The BondBloxx USD High Yield Bond Sector Rotation ETF (HYSA US) has been listed on NYSE Arca with an expense ratio of 0.55%.
The US high yield corporate bond market has historically exhibited wide variations in returns across industry sectors with a range exceeding 13% between the best and worst-performing industry sectors over the past 25 years.
BondBloxx believes this variance in returns will continue, creating an opportunity to outperform broad high yield corporate bond benchmarks through a strategy that overweights and underweights specific sectors.
BondBloxx’s existing suite of industry-specific high yield corporate bond ETFs consists of seven funds targeting issuers that derive more than 50% of their revenue or profit from the following seven industry groups: consumer cyclical, consumer non-cyclical, energy, financial & REIT, healthcare, industrial, and telecom, media & technology.
Each ETF’s underlying index consists of US dollar-denominated, sub-investment grade corporate bonds that have more than 18 months remaining to maturity. Eligible issues must have been issued in the US market from issuers with more than $250 million notional outstanding.
Constituents are weighted by market value outstanding subject to a cap of 25% on any single issuer and a cumulative cap of 48% on all issuers with individual weights above 5%.
HYSA, meanwhile, is actively managed and sub-advised by Macquarie Asset Management, an investment firm with extensive experience in high yield bond research, trading, and portfolio management.
Macquarie makes asset allocation recommendations for HYSA based on a fundamental investment approach that takes into consideration the analysis of macroeconomic, financial, and market data. HYSA’s prospectus notes that the fund may not be invested across all seven underlying ETFs at any specific time. Rebalancing typically occurs on a monthly basis but may be more frequent if deemed necessary.

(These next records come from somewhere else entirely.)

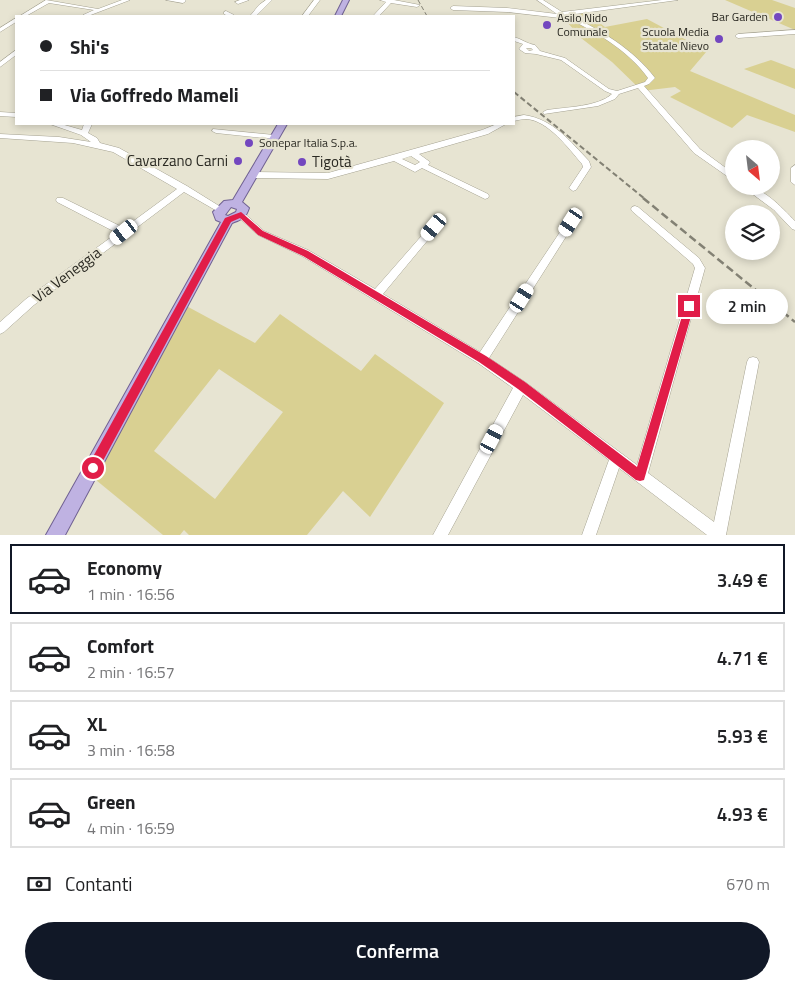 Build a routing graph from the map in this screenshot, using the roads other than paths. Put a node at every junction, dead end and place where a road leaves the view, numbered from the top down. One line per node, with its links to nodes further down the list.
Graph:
1 (110, 0): 17 (street)
2 (127, 0): 19 (street)
3 (169, 0): 11 (street)
4 (246, 0): 13 (street)
5 (268, 0): 20 (street)
6 (317, 0): 21 (street)
7 (346, 0): 22 (main road)
8 (383, 0): 12 (street)
9 (540, 0): 24 (street)
10 (675, 0): 14 (street)
11 (183, 1)
12 (390, 1): 15 (street); 23 (street)
13 (238, 2)
14 (646, 2): 24 (street)
15 (417, 5)
16 (453, 8): 24 (street)
17 (96, 9): 18 (street); 19 (street)
18 (25, 15)
19 (84, 15)
20 (254, 15)
21 (306, 15)
22 (338, 15)
23 (377, 15)
24 (562, 15): 28 (street)
25 (15, 21): 26 (street)
26 (0, 30)
27 (795, 32): 29 (street)
28 (602, 35): 30 (street); 34 (street)
29 (741, 35)
30 (592, 36)
31 (515, 39): 35 (street)
32 (15, 53): 33 (street)
33 (0, 65)
34 (640, 86): 35 (street); 53 (street)
35 (617, 94): 36 (street)
36 (547, 112)
37 (0, 114): 38 (street)
38 (15, 115)
39 (515, 118): 57 (street)
40 (57, 125): 45 (street)
41 (88, 125): 45 (street)
42 (281, 125): 47 (main road)
43 (500, 125): 49 (street)
44 (216, 131): 47 (street)
45 (84, 134): 48 (street)
46 (0, 136): 48 (street)
47 (274, 137): 54 (main road)
48 (96, 144): 56 (street)
49 (412, 153): 50 (street); 51 (street)
50 (394, 158): 51 (street); 54 (street)
51 (422, 165): 59 (street)
52 (795, 168): 55 (street)
53 (725, 172)
54 (252, 175): 62 (main road)
55 (795, 182)
56 (184, 188): 62 (street); 66 (street, Via Veneggia)
57 (573, 188)
58 (759, 195): 64 (street)
59 (485, 196)
60 (60, 200): 66 (street)
61 (635, 209): 73 (street)
62 (231, 212): 67 (street); 74 (main road)
63 (571, 222): 69 (street)
64 (794, 225)
65 (434, 227): 67 (street)
66 (124, 232): 68 (street, Via Veneggia)
67 (376, 295): 69 (street)
68 (0, 329)
69 (482, 359): 71 (street)
70 (753, 362): 77 (street)
71 (521, 386): 72 (street); 75 (street)
72 (616, 458): 73 (street); 76 (street)
73 (640, 476): 77 (street)
74 (55, 535)
75 (440, 535)
76 (589, 535)
77 (719, 535) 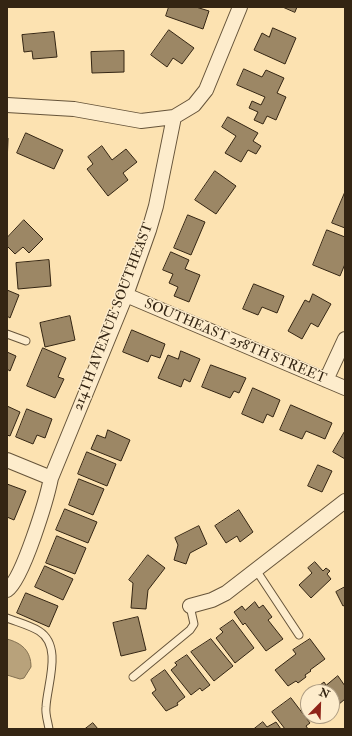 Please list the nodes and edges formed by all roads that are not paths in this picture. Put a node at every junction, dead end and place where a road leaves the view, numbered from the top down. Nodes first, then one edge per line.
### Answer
1 (240, 7) edge
2 (7, 105) edge
3 (174, 117) junction
4 (126, 295) junction
5 (7, 334) edge
6 (345, 339) edge
7 (26, 341) dead end
8 (326, 380) junction
9 (345, 388) edge
10 (7, 460) edge
11 (51, 478) junction
12 (345, 501) edge
13 (256, 570) junction
14 (7, 590) edge
15 (190, 606) joint
16 (7, 618) edge
17 (299, 635) dead end
18 (133, 677) dead end
19 (49, 729) edge

1 - 3 street
2 - 3 street
3 - 4 street, 214TH AVENUE SOUTHEAST
4 - 8 street, SOUTHEAST 258TH STREET
4 - 11 street, 214TH AVENUE SOUTHEAST
5 - 7 lane
6 - 8 street
8 - 9 street, SOUTHEAST 258TH STREET
10 - 11 street
11 - 14 street, 214TH AVENUE SOUTHEAST
12 - 13 street
13 - 15 street
13 - 17 lane
15 - 18 lane
16 - 19 lane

As of 19 September, the ETF’s sector allocations were led by industrials (26.0%), telecom, media & technology (18.4%), and consumer cyclicals (15.9%), followed by energy (13.5%), consumer non-cyclicals (12.0%), financials & REITs (8.0%), and healthcare (6.0%).

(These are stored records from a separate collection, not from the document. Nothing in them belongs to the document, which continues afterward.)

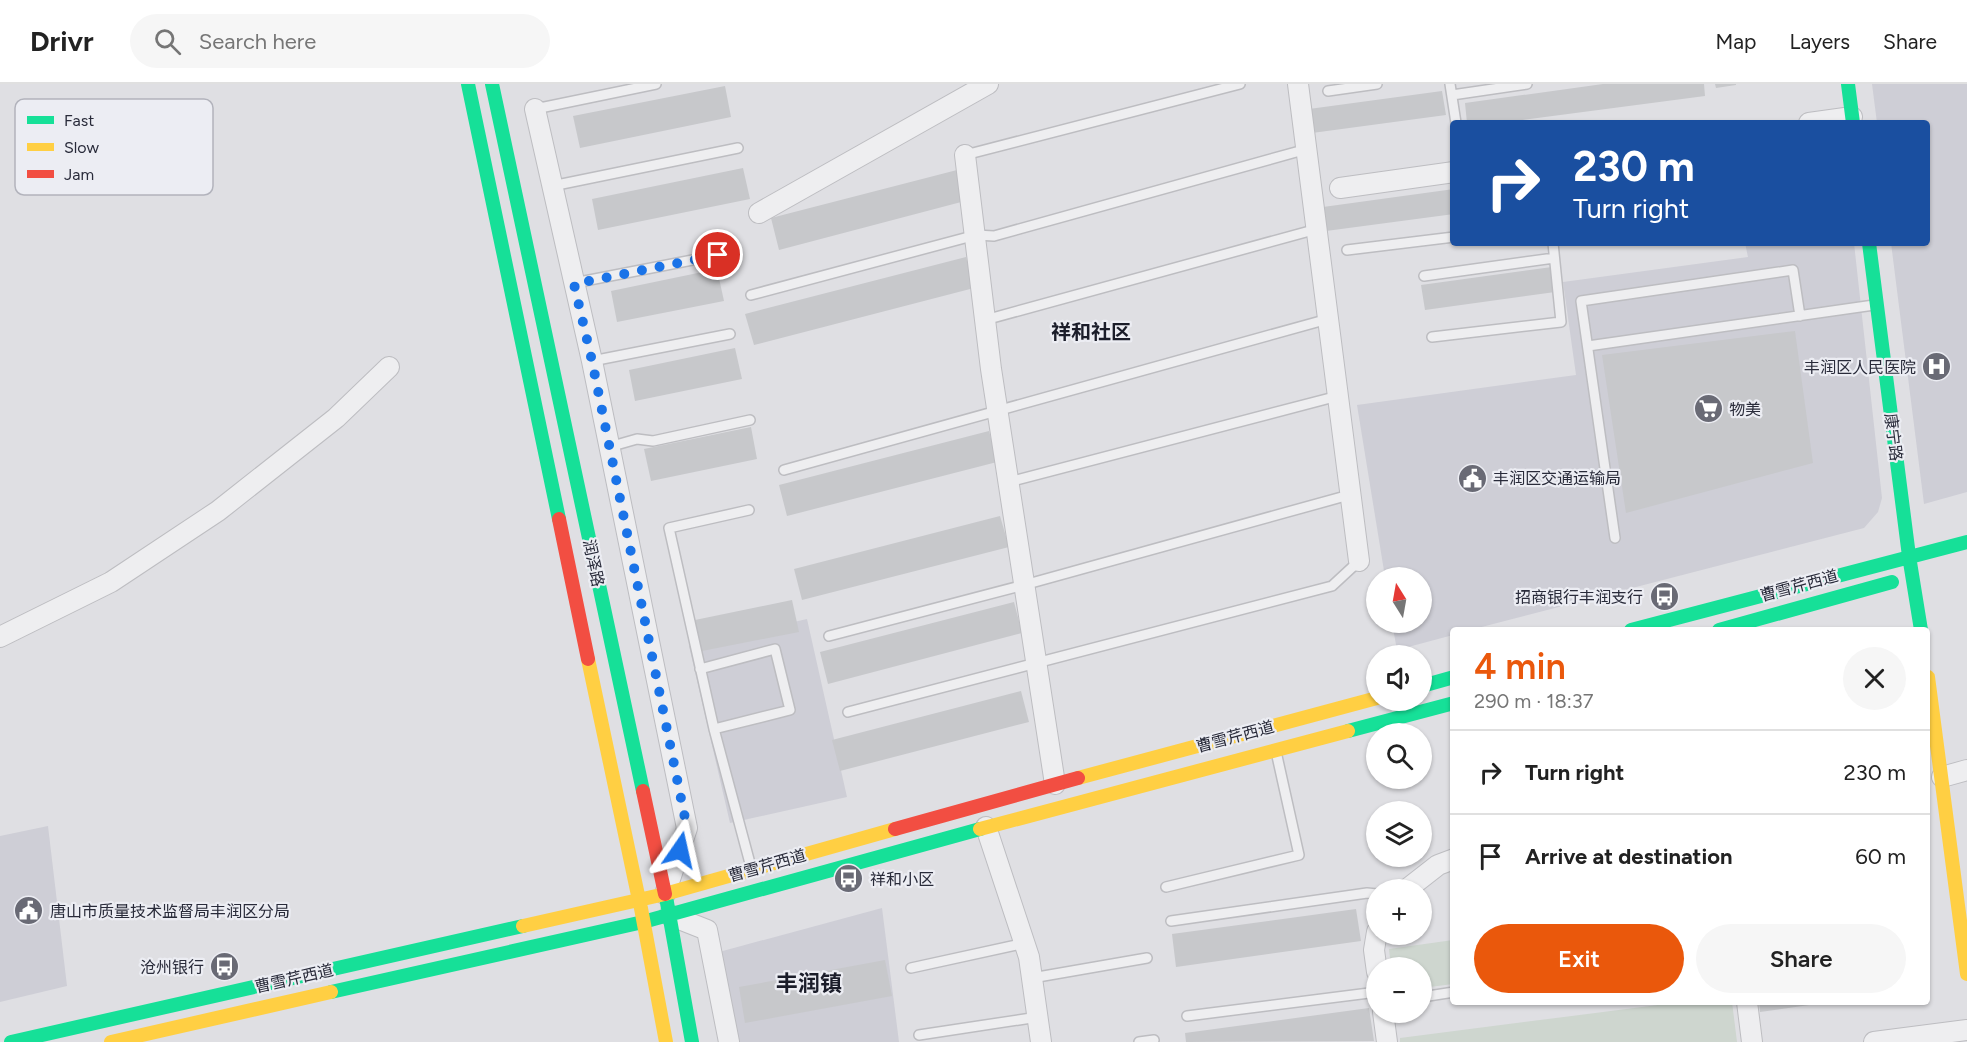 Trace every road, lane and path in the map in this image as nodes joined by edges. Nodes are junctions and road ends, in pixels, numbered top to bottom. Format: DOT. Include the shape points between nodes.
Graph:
graph roads {
  1 [pos="468,84"];
  2 [pos="492,84"];
  3 [pos="656,84"];
  4 [pos="988,84"];
  5 [pos="1240,84"];
  6 [pos="1298,84"];
  7 [pos="1377,84"];
  8 [pos="1450,84"];
  9 [pos="1527,84"];
  10 [pos="1848,84"];
  11 [pos="1328,90"];
  12 [pos="1452,95"];
  13 [pos="536,109"];
  14 [pos="1456,120"];
  15 [pos="1852,120"];
  16 [pos="738,148"];
  17 [pos="1306,149"];
  18 [pos="965,155"];
  19 [pos="1450,173"];
  20 [pos="552,186"];
  21 [pos="1340,188"];
  22 [pos="759,213"];
  23 [pos="1317,229"];
  24 [pos="976,235"];
  25 [pos="1450,237"];
  26 [pos="1553,246"];
  27 [pos="1869,246"];
  28 [pos="1347,250"];
  29 [pos="718,255"];
  30 [pos="1554,258"];
  31 [pos="1424,276"];
  32 [pos="574,284"];
  33 [pos="752,295"];
  34 [pos="1877,305"];
  35 [pos="1800,316"];
  36 [pos="1328,319"];
  37 [pos="985,320"];
  38 [pos="730,334"];
  39 [pos="1432,337"];
  40 [pos="1588,346"];
  41 [pos="592,361"];
  42 [pos="389,367"];
  43 [pos="1338,396"];
  44 [pos="997,411"];
  45 [pos="750,420"];
  46 [pos="609,447"];
  47 [pos="784,470"];
  48 [pos="1009,482"];
  49 [pos="1349,495"];
  50 [pos="749,510"];
  51 [pos="1615,538"];
  52 [pos="1967,542"];
  53 [pos="1909,556"];
  54 [pos="1359,561"];
  55 [pos="1919,574"];
  56 [pos="1024,585"];
  57 [pos="1642,627"];
  58 [pos="1730,627"];
  59 [pos="1921,627"];
  60 [pos="829,636"];
  61 [pos="0,637"];
  62 [pos="1036,663"];
  63 [pos="700,669"];
  64 [pos="1450,678"];
  65 [pos="1432,683"];
  66 [pos="1930,691"];
  67 [pos="1366,701"];
  68 [pos="1450,704"];
  69 [pos="848,712"];
  70 [pos="714,729"];
  71 [pos="1276,750"];
  72 [pos="1967,771"];
  73 [pos="1942,777"];
  74 [pos="1055,784"];
  75 [pos="986,827"];
  76 [pos="1450,860"];
  77 [pos="752,869"];
  78 [pos="1420,879"];
  79 [pos="1166,887"];
  80 [pos="1366,893"];
  81 [pos="665,894"];
  82 [pos="639,900"];
  83 [pos="669,915"];
  84 [pos="1171,921"];
  85 [pos="643,922"];
  86 [pos="1964,929"];
  87 [pos="1025,943"];
  88 [pos="1147,958"];
  89 [pos="911,968"];
  90 [pos="1967,974"];
  91 [pos="1032,978"];
  92 [pos="1366,993"];
  93 [pos="1450,993"];
  94 [pos="1432,995"];
  95 [pos="1747,1005"];
  96 [pos="1187,1016"];
  97 [pos="1038,1017"];
  98 [pos="1384,1023"];
  99 [pos="1967,1030"];
  100 [pos="919,1035"];
  101 [pos="1154,1040"];
  102 [pos="11,1042"];
  103 [pos="111,1042"];
  104 [pos="666,1042"];
  105 [pos="692,1042"];
  106 [pos="729,1042"];
  107 [pos="1041,1042"];
  108 [pos="1139,1042"];
  109 [pos="1387,1042"];
  110 [pos="1752,1042"];
  111 [pos="1874,1042"];
  1 -- 82 [label="main road, 润泽路"];
  2 -- 81 [label="main road, 润泽路"];
  3 -- 13 [label="lane"];
  4 -- 22 [label="street"];
  5 -- 18 [label="lane"];
  6 -- 17 [label="street"];
  7 -- 11 [label="lane"];
  8 -- 12 [label="lane"];
  9 -- 12 [label="lane"];
  10 -- 15 [label="main road"];
  12 -- 14 [label="lane"];
  13 -- 20 [label="street"];
  16 -- 20 [label="lane"];
  17 -- 23 [label="street"];
  17 -- 24 [label="lane" via="994,237"];
  18 -- 24 [label="street"];
  19 -- 21 [label="street"];
  20 -- 32 [label="street"];
  23 -- 36 [label="street"];
  23 -- 37 [label="lane"];
  24 -- 33 [label="lane"];
  24 -- 37 [label="street"];
  25 -- 28 [label="lane"];
  26 -- 30 [label="lane"];
  27 -- 34 [label="main road, 康宁路"];
  29 -- 32 [label="lane"];
  30 -- 31 [label="lane"];
  30 -- 39 [label="lane" via="1561,322"];
  32 -- 41 [label="street"];
  34 -- 35 [label="lane"];
  34 -- 53 [label="main road, 康宁路"];
  35 -- 40 [label="lane"];
  35 -- 40 [label="lane" via="1793,270 1581,301"];
  36 -- 43 [label="street"];
  36 -- 44 [label="lane"];
  37 -- 44 [label="street"];
  38 -- 41 [label="lane"];
  40 -- 51 [label="lane"];
  41 -- 46 [label="street"];
  42 -- 61 [label="street" via="336,418 218,511 111,582"];
  43 -- 48 [label="lane"];
  43 -- 49 [label="street"];
  44 -- 47 [label="lane"];
  44 -- 48 [label="street"];
  45 -- 46 [label="lane"];
  46 -- 81 [label="street" via="687,828"];
  48 -- 56 [label="street"];
  49 -- 54 [label="street"];
  49 -- 56 [label="lane"];
  50 -- 63 [label="lane" via="669,528"];
  52 -- 53 [label="main road, 曹雪芹西道"];
  53 -- 55 [label="main road, 康宁路"];
  53 -- 57 [label="main road, 曹雪芹西道"];
  54 -- 62 [label="lane" via="1332,586"];
  55 -- 58 [label="main road, 曹雪芹西道"];
  55 -- 59 [label="main road, 康宁路"];
  56 -- 60 [label="lane"];
  56 -- 62 [label="street"];
  62 -- 69 [label="lane"];
  62 -- 74 [label="street"];
  63 -- 70 [label="lane"];
  63 -- 70 [label="lane" via="775,649 790,710"];
  64 -- 65 [label="main road"];
  66 -- 73 [label="main road"];
  67 -- 74 [label="main road, 曹雪芹西道"];
  68 -- 71 [label="main road, 曹雪芹西道"];
  70 -- 77 [label="lane"];
  71 -- 75 [label="main road, 曹雪芹西道"];
  71 -- 79 [label="lane" via="1299,855"];
  72 -- 73 [label="street"];
  73 -- 86 [label="main road"];
  74 -- 77 [label="main road, 曹雪芹西道"];
  75 -- 83 [label="main road, 曹雪芹西道"];
  75 -- 87 [label="street"];
  76 -- 78 [label="street"];
  77 -- 81 [label="main road, 曹雪芹西道"];
  80 -- 84 [label="lane"];
  81 -- 82 [label="main road, 曹雪芹西道"];
  81 -- 83 [label="main road, 润泽路"];
  82 -- 85 [label="main road, 润泽路"];
  82 -- 102 [label="main road, 曹雪芹西道"];
  83 -- 85 [label="main road, 曹雪芹西道"];
  83 -- 105 [label="main road, 润泽路"];
  83 -- 106 [label="street" via="707,930"];
  85 -- 103 [label="main road, 曹雪芹西道"];
  85 -- 104 [label="main road, 润泽路"];
  86 -- 90 [label="main road"];
  87 -- 89 [label="lane"];
  87 -- 91 [label="street"];
  88 -- 91 [label="lane"];
  91 -- 97 [label="street"];
  92 -- 96 [label="lane"];
  93 -- 94 [label="lane"];
  95 -- 110 [label="street"];
  97 -- 100 [label="lane"];
  97 -- 107 [label="street"];
  98 -- 109 [label="street"];
  99 -- 111 [label="street"];
  101 -- 108 [label="lane"];
}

The fund was exhibiting a yield-to-worst of 8.42% with a spread duration of 3.49 years.
Tony Kelly, co-Founder of BondBloxx Investment Management, said: “We’re excited to expand the fixed income investor toolkit by providing a high yield sector rotation strategy with the transparency, liquidity, and cost efficiency of an ETF. Investors now have the flexibility to implement a high yield sector rotation strategy in one trade, alongside the ability to execute precise views with BondBloxx’s existing sector-specific high yield bond ETFs.
“This is another example of BondBloxx’s mission to use the ETF technology to offer more choice for fixed income investors, including those seeking active strategies.”